The lantern was shuttered and checked first, its glow reduced rather than extinguished. Bedrolls were rolled tight, straps checked, buckles eased instead of snapped. No one spoke. Even Imoen seemed to understand this wasn't a place for chatter. The mine listened.
From there, we pressed deeper.
The air grew cooler, carrying the mineral tang of sealed stone and dampness that clung to the throat. The walls widened, then fell away, and the tunnel opened onto something that stopped us short.
Water.
It lay wide and dark, swallowing the lantern's glow. A narrow causeway of worked stone cut through the chamber—exposed by design, as if meant to remind travelers how much space lay beneath them. The surface remained undisturbed save for the slow fall of condensation from the ceiling.
Jaheira halted at the threshold, assessing. This wasn't a natural chamber. Not entirely.
Khalid shifted his grip on his shield. The faint scrape of metal carried too far. He froze, shoulders tight, waiting for it to finish traveling.
It did.
The quiet afterward pressed in.
I stepped forward, testing the stone beneath my boot. Solid. Cold. The path ahead was open—open in the way a held breath is. As if something beyond the water waited for commitment before it answered.
Imoen slipped ahead before anyone had to suggest it.

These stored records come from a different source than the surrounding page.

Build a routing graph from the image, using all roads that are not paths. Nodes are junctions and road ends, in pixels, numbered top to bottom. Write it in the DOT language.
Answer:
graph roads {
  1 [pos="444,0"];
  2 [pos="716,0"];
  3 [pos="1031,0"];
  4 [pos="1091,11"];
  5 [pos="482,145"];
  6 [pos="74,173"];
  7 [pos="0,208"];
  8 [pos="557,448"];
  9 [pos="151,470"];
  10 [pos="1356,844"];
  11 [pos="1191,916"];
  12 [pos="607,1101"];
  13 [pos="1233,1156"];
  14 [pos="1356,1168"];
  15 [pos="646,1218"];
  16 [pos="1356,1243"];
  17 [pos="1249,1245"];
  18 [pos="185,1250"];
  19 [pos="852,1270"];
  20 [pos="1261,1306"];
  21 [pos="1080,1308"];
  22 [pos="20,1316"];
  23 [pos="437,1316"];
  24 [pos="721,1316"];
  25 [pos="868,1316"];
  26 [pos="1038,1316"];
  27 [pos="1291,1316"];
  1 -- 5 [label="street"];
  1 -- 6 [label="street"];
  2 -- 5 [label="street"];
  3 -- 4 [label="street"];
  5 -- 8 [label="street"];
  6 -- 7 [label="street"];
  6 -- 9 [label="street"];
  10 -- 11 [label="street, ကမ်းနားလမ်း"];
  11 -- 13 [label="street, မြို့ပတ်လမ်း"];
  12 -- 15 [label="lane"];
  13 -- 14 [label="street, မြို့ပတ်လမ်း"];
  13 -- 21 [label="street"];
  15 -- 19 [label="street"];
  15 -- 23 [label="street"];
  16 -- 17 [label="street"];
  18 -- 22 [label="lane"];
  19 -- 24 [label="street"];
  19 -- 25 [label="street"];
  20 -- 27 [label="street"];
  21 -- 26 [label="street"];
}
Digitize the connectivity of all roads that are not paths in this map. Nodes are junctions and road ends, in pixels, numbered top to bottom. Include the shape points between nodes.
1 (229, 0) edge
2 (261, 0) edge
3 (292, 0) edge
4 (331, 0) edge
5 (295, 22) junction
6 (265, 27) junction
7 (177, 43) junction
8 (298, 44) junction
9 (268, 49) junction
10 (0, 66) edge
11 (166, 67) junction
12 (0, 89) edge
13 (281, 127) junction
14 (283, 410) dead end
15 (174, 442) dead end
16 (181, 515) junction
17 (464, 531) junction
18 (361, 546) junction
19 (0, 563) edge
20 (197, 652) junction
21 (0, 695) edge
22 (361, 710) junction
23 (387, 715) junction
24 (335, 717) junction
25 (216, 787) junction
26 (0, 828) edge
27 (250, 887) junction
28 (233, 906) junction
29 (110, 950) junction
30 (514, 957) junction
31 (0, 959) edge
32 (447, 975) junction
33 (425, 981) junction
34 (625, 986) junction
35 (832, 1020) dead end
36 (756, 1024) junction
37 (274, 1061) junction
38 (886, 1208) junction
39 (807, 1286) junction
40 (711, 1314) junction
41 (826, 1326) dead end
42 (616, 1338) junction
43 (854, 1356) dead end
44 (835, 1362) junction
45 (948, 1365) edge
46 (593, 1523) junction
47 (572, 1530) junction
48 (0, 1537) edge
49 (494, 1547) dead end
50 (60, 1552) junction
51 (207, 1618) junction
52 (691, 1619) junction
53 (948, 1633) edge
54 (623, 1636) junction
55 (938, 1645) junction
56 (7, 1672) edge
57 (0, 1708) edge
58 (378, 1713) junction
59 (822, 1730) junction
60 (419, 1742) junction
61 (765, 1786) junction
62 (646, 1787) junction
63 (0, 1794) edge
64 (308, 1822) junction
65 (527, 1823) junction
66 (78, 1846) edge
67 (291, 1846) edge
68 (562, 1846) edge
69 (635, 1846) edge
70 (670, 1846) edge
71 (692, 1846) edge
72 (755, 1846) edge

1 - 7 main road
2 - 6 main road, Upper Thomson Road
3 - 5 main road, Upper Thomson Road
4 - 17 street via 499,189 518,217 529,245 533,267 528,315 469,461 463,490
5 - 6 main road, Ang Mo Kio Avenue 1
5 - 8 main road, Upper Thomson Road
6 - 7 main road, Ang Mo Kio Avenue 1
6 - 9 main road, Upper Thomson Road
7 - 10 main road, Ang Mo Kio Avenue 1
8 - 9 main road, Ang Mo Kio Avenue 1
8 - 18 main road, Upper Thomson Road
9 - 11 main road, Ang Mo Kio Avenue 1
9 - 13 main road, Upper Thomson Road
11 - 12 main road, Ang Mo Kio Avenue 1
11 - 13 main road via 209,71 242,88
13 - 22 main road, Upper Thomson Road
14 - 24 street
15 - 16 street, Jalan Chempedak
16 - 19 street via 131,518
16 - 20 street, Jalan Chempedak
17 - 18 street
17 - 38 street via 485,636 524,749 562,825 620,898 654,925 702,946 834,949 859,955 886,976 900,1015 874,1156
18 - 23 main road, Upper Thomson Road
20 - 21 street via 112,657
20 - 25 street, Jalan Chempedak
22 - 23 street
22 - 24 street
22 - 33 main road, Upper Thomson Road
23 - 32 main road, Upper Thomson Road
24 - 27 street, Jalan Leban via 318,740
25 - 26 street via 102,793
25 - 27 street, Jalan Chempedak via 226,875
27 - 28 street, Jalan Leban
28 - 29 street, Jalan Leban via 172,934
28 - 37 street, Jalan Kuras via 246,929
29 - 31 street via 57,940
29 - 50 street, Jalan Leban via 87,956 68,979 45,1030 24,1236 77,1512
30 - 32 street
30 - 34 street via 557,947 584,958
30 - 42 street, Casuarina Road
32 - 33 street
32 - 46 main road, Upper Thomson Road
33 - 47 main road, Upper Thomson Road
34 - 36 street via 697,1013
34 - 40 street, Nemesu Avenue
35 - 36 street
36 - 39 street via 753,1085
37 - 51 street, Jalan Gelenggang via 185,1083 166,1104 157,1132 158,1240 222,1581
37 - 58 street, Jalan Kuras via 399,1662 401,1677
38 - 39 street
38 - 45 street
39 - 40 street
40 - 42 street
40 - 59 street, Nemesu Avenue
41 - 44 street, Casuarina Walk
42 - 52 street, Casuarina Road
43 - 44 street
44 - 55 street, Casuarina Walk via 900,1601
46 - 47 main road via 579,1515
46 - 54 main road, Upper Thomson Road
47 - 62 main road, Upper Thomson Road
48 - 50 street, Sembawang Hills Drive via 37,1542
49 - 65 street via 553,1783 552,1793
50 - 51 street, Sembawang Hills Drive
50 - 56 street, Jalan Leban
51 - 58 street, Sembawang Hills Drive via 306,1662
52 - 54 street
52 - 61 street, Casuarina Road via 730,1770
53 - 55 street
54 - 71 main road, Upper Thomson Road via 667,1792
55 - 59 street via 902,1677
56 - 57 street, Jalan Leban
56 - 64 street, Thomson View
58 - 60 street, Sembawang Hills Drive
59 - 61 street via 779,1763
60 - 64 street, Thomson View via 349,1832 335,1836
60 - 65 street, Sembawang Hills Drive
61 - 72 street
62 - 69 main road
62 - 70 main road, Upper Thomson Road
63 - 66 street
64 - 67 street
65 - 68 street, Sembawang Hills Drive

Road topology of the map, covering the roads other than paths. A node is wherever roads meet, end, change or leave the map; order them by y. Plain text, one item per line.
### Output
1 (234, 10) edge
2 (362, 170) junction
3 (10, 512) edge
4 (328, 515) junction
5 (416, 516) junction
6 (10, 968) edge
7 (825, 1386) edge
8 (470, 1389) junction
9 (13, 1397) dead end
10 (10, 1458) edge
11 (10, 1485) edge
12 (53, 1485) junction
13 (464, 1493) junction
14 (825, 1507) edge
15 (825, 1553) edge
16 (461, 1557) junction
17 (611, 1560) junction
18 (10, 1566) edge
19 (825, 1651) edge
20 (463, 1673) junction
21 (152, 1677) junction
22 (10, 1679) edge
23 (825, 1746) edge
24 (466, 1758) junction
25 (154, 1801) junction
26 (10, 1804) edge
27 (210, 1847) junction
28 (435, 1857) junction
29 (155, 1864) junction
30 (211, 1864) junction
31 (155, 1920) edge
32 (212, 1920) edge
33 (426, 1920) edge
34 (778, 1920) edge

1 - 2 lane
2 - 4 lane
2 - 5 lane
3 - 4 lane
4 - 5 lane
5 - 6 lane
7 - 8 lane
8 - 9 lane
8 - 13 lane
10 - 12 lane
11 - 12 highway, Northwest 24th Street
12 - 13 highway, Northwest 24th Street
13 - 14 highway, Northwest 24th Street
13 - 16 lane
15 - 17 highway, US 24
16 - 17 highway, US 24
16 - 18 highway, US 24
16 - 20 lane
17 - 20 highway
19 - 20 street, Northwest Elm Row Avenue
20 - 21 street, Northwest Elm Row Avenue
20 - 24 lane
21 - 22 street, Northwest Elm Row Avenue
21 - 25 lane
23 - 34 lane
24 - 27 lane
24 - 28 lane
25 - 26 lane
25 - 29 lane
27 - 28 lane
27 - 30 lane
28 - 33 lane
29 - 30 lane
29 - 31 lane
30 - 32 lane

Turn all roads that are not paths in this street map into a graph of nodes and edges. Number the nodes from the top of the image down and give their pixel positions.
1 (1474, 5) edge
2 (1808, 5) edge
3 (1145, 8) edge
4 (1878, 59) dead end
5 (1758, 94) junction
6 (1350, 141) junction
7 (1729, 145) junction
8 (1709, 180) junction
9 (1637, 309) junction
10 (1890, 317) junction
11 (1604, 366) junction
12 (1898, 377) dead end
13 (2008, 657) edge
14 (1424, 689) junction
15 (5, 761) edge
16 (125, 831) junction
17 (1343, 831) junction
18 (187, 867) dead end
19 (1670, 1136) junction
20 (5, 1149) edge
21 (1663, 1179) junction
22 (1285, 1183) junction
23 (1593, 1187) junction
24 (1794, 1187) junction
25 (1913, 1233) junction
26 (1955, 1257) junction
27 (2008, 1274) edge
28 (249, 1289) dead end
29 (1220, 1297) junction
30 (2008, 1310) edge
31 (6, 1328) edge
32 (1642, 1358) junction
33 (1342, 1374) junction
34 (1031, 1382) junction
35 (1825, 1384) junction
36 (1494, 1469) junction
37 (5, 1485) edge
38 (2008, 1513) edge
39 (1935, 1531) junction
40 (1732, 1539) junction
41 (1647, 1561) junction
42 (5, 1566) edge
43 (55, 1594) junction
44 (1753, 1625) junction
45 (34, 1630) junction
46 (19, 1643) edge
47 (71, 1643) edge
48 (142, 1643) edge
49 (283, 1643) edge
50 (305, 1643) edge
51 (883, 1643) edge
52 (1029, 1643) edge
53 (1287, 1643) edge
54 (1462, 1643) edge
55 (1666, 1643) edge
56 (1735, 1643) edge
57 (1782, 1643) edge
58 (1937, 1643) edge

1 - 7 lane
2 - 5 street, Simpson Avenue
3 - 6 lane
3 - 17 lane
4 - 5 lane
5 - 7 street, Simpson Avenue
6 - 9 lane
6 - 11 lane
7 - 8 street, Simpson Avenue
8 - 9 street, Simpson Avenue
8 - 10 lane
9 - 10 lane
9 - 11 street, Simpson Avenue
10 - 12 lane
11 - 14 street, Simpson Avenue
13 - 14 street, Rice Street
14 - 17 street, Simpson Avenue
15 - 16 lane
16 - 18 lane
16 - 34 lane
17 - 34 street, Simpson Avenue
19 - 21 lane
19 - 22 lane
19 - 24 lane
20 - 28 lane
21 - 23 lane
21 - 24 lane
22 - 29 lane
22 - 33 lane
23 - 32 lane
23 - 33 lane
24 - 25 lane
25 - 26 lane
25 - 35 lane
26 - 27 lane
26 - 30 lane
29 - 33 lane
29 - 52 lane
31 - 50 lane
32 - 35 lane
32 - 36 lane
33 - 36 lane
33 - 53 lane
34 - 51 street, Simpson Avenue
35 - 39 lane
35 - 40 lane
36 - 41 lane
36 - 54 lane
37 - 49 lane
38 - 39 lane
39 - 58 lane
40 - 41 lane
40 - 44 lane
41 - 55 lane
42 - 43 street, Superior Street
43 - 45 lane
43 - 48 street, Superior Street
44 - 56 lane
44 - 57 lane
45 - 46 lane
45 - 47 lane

She hesitated only a moment, a quick glance back as if confirming no one objected, then moved on. One moment she was beside us, lantern glow catching the edge of her grin; the next she was easing forward along the stone, steps measured, body angled to keep her outline broken against the rock. The space seemed to accommodate her in a way it did not the rest of us.
We waited long enough for the quiet to begin shifting. Drips. Distant movements in the stone. The steady pressure of water against the chamber walls.
Then a voice carried.
Its distance was deliberate, pitched to travel.
Imoen stilled mid-step. She didn't flatten herself or withdraw—just paused, head tilting slightly, listening past the sound rather than to it. The voice held a weary, even cadence, as though the speaker had already accepted that being heard might change very little.
She moved again, slower now, tracking the sound where it slipped through the stone.
From our position, the words were lost to us. What reached us instead was the certainty of someone there—unhidden, speaking into the mine as if it were meant to listen.
Imoen disappeared around the bend.
The silence that followed felt altered—drawn tight, expectant. As if the mine itself were listening with us, attentive to whoever had chosen to announce themselves in a place built to swallow sound.
"There's someone ahead," Imoen said quietly when she returned. "Being held, I think. Unarmed."
Khalid shifted beside me, armor answering despite his care. Jaheira raised a hand, holding the moment before it turned into motion.
"How close?" she asked.
Imoen glanced back over her shoulder, gauging distance rather than direction. "Close enough that whatever's keeping him there isn't far. And close enough that he didn't want me going any farther."
That gave me pause.
She hesitated, then added, "He warned me of something nearby. Didn't seem panicked. Just… certain."
Jaheira weighed that, eyes narrowing slightly as she considered tone rather than content. "So not bait."
Imoen shook her head. "Didn't read that way."
I kept my thoughts to myself. I knew who waited ahead. Knew what role he played in all of this. But there was no way to explain that knowledge without unraveling far more than I was prepared to expose. Instead, I nodded once.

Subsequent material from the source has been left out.